Sam Chang: And truly, I wouldn't even call them non-responders to the drug. It really should be that initial course followed by, if there's that initial evaluation, if there is or isn't disease, that second course will be important, because that really helps determine down the line who's going to respond or who doesn't.

Mark Tyson: That's right.

Sam Chang: And then, importantly then, just like you said, the [inaudible 00:03:20] response of basically three-quarters of the CRs, basically the vast majority of them, 80% plus, continue to have that at the 12-month mark, right?

Mark Tyson: Yeah. Well, the data set's not entirely mature. So, there are 22 patients still pending. So, we'll see how the data matures.

Sam Chang: Sure. At this point, it is variable. It could go actually much longer at this point.

Mark Tyson: Right. And so, I'm really only speaking to those 35 complete responders for which we have hit that—

Sam Chang: At that one-year follow-up.

Mark Tyson: Yes.

Sam Chang: Got it. Got it. And then, so, when you look at this intravesical medication, tell me about the side effect profile.

Mark Tyson: Right. So, it's mostly urinary symptoms, grade 1, grade 2 urinary symptoms, frequency, urgency, sometimes pain with urination, or hematuria. We didn't observe any grade 3 treatment-related adverse events.

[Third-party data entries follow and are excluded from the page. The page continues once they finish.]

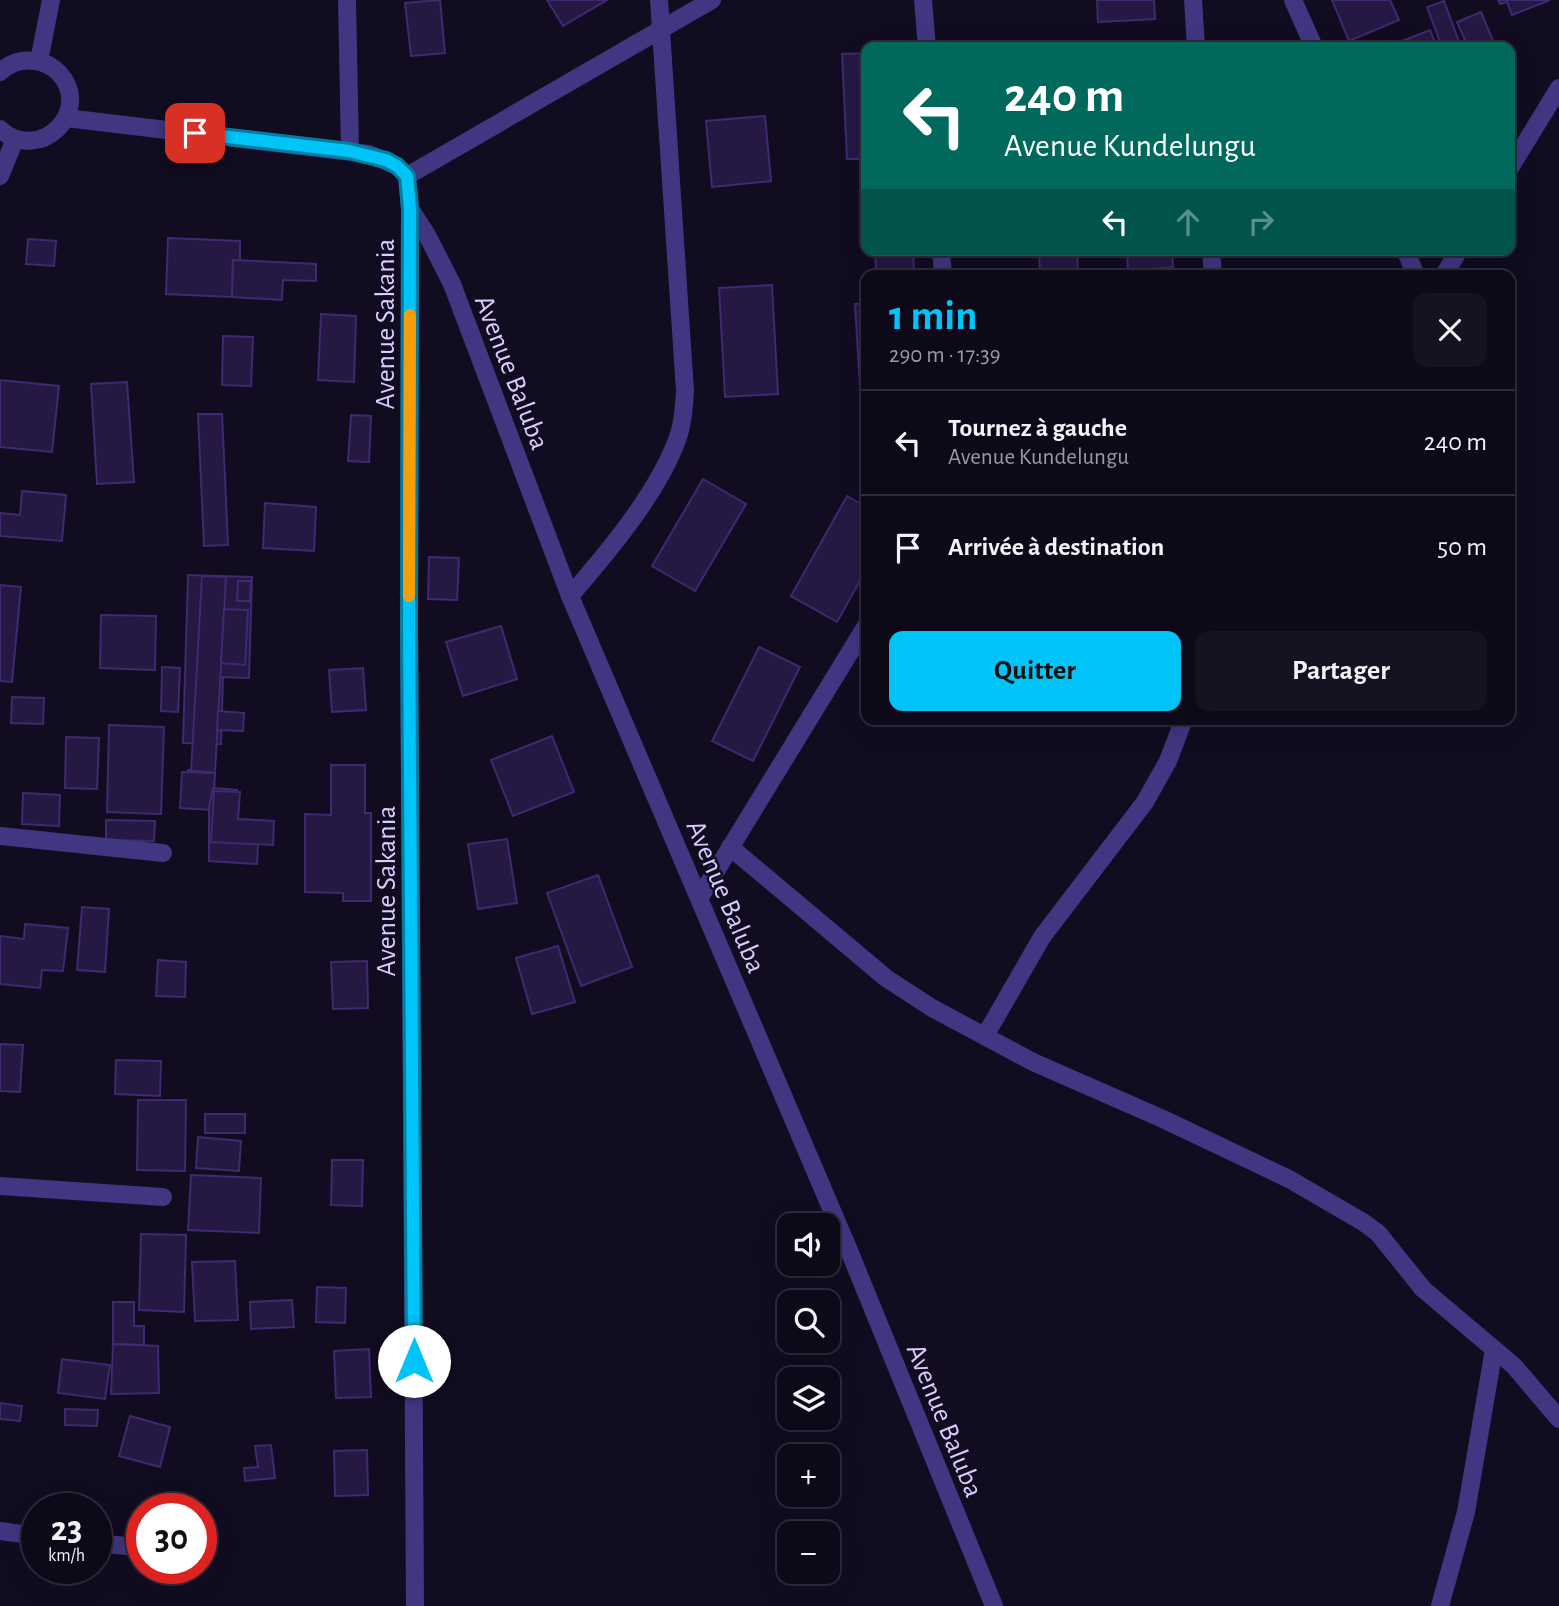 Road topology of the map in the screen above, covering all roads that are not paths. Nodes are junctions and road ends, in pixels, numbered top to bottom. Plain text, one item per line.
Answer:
1 (51, 0) edge
2 (347, 0) edge
3 (659, 0) edge
4 (712, 0) edge
5 (923, 0) edge
6 (1193, 0) edge
7 (1293, 0) edge
8 (661, 30) junction
9 (926, 42) edge
10 (1196, 42) edge
11 (1312, 42) edge
12 (39, 61) junction
13 (0, 72) edge
14 (1559, 89) edge
15 (66, 118) junction
16 (7, 134) edge
17 (349, 151) junction
18 (1515, 159) edge
19 (0, 176) edge
20 (407, 176) junction
21 (410, 209) junction
22 (570, 596) junction
23 (861, 634) edge
24 (1182, 725) edge
25 (0, 836) edge
26 (730, 848) junction
27 (163, 853) dead end
28 (700, 897) junction
29 (985, 1036) junction
30 (0, 1186) edge
31 (163, 1197) dead end
32 (1494, 1349) junction
33 (1559, 1419) edge
34 (0, 1531) edge
35 (21, 1534) edge
36 (415, 1606) edge
37 (994, 1606) edge
38 (1440, 1606) edge

1 - 12 street
2 - 17 street
3 - 8 street
4 - 8 street
5 - 9 street
6 - 10 street
7 - 11 street
8 - 20 street
8 - 22 street
12 - 13 street
12 - 15 street
14 - 18 street
15 - 16 street
15 - 17 street
16 - 19 street
17 - 20 street
20 - 21 street, Avenue Sakania
21 - 22 street, Avenue Baluba
21 - 36 street, Avenue Sakania
22 - 28 street, Avenue Baluba
23 - 26 street
24 - 29 street
25 - 27 street
26 - 28 street
26 - 29 street
28 - 37 street, Avenue Baluba
29 - 32 street
30 - 31 street
32 - 33 street
32 - 38 street
34 - 35 street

There were a couple of grade 2 serious events, cystitis in one patient that resolved with some antibiotics, and hematuria in another. And there was only one patient that discontinued the trial, and that was due to an unrelated adverse event.

Sam Chang: So, very well tolerated it seems. The safety profile, obviously, looks quite good.

Mark Tyson: Yeah.

Sam Chang: And an agent that may cause symptomatology that we have seen with multiple other intravesical agents.

Mark Tyson: Right.

Sam Chang: So nothing that seems to be outlying. Yeah.

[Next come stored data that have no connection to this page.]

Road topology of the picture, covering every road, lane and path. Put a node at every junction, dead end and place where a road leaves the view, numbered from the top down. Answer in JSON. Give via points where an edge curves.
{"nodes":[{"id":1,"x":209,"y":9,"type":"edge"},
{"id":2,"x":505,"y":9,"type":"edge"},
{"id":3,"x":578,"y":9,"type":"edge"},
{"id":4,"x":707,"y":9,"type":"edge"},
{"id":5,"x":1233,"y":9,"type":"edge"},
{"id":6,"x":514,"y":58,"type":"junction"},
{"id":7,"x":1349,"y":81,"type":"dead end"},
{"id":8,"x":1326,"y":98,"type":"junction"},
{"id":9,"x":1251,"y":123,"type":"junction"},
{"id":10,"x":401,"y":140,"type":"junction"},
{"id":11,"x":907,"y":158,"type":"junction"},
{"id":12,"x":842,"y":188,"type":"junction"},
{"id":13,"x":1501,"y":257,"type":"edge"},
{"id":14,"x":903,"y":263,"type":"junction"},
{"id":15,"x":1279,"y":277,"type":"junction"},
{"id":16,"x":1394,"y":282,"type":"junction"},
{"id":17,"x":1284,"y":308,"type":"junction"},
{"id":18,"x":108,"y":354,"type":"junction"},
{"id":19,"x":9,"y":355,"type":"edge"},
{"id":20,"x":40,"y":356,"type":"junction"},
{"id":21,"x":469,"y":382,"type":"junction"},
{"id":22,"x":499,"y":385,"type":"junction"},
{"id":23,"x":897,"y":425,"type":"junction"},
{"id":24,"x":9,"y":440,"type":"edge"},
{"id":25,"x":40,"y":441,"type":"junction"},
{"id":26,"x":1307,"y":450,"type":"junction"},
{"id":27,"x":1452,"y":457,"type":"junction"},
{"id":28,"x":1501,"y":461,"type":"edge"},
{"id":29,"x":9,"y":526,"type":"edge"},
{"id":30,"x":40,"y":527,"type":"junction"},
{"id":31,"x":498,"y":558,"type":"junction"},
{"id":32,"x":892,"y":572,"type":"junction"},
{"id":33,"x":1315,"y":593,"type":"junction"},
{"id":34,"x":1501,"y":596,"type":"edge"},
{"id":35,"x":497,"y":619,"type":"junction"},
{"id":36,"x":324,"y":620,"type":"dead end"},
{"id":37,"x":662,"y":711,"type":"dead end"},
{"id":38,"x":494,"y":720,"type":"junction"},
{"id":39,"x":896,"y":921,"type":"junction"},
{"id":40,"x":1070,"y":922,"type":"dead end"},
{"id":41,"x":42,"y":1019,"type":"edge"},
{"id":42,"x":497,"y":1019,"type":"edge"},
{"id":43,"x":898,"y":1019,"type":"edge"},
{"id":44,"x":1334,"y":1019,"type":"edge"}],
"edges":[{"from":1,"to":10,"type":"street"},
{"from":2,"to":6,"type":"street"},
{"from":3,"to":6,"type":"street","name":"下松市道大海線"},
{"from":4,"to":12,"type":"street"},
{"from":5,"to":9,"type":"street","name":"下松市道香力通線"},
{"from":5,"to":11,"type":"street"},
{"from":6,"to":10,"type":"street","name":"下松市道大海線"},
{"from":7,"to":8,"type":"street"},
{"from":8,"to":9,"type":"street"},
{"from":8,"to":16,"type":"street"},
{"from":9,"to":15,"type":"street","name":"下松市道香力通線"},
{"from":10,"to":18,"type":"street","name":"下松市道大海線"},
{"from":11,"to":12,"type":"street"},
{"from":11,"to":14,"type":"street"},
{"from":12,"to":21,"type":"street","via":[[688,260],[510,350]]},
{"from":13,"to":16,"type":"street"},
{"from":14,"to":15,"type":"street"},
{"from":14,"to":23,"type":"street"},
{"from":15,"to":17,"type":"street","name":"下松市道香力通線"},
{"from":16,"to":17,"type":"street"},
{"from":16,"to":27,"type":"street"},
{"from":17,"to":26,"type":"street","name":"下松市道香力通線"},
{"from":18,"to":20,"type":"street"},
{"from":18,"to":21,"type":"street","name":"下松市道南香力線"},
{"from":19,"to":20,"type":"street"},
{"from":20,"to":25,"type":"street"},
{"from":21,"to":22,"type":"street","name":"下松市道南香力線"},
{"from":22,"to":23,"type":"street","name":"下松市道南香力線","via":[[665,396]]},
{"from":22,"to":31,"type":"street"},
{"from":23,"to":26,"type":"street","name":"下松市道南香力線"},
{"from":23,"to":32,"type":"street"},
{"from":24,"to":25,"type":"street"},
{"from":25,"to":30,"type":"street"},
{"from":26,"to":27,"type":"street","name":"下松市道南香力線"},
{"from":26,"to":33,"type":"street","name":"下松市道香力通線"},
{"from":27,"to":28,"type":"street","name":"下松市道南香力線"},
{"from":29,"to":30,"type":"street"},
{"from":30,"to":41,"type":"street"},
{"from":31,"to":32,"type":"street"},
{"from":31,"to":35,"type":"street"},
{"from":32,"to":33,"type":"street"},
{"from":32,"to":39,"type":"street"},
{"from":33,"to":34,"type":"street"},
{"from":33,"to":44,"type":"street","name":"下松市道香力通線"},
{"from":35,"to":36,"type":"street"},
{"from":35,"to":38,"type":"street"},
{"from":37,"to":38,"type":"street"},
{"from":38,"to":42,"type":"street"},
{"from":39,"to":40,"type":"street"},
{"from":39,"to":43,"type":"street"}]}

Mark Tyson: Right. 94.5% of patients in BOND-003 completed all of their treatment or protocol-directed treatments.

Sam Chang: Okay. And was that a one-year or 18 months? What was the goal then in terms of treatment length?

Mark Tyson: So, up until their recurrence—

Sam Chang: Sure.

Mark Tyson: ... Or up until they completed the protocol.

Sam Chang: Okay. And the protocol was up to 18 months?

Mark Tyson: Up to 18 months.

Sam Chang: 18 months.

Mark Tyson: But we do have a treatment extension phase now, years 2 and 3, and I have a few patients entering this now where they get maintenance every 6 months in years 2 and 3. So we've extended the maintenance protocol for complete responders. The other thing too, you asked about side effects during the instillation process. Most patients, during the actual instillation and dwell, no, pretty much all of them, tolerated it. There weren't any people that could not tolerate the instillation and dwell.

Sam Chang: And so, nitty-gritty granular placement of this agent historically has required some pontification or pre-treatment of the bladder.

Mark Tyson: Right.

Sam Chang: But this is now a single type of treatment? Is that correct?

Mark Tyson: Right.

Sam Chang: Okay.

Mark Tyson: So, it's been simplified. For BOND-003, it was a DDM wash and then a DDM dwell, followed by a saline wash, and then the creto dwell, so the process was actually quite laborious.

Sam Chang: Right.

Mark Tyson: We've implemented changes for PIVOT-006 and BOND-003 moving forward—

Sam Chang: Yes.

Mark Tyson: —where, in Cohort P, which we haven't talked about yet, it's much simpler. It's a 15-minute DDM dwell and then a creto dwell.

Sam Chang: And then creto dwell. With the same catheter?

Mark Tyson: It can be instilled by nurses, it can be instilled by medical assistants. It's pretty easy. The workflow is very familiar for urologists.

Sam Chang: Great. Well, Mark, this trial, everybody has been quite anxious to see the results. Clearly, there are other trials ongoing. Some of those will be presented at this year's AUA as well—

Mark Tyson: Yeah.

Sam Chang: —in terms of trials in progress. Really, really appreciate all your efforts in terms of moving the field ahead with non-muscle invasive bladder cancer therapies. And thanks for spending some time with us. Very exciting times.

Mark Tyson: Well, I appreciate you including me, and I have you to thank for the mentorship and getting me to where I am, so I appreciate you.

Sam Chang: Yeah.

Mark Tyson: Thank you very much.

Sam Chang: Thanks very much, Mark. All right, take care.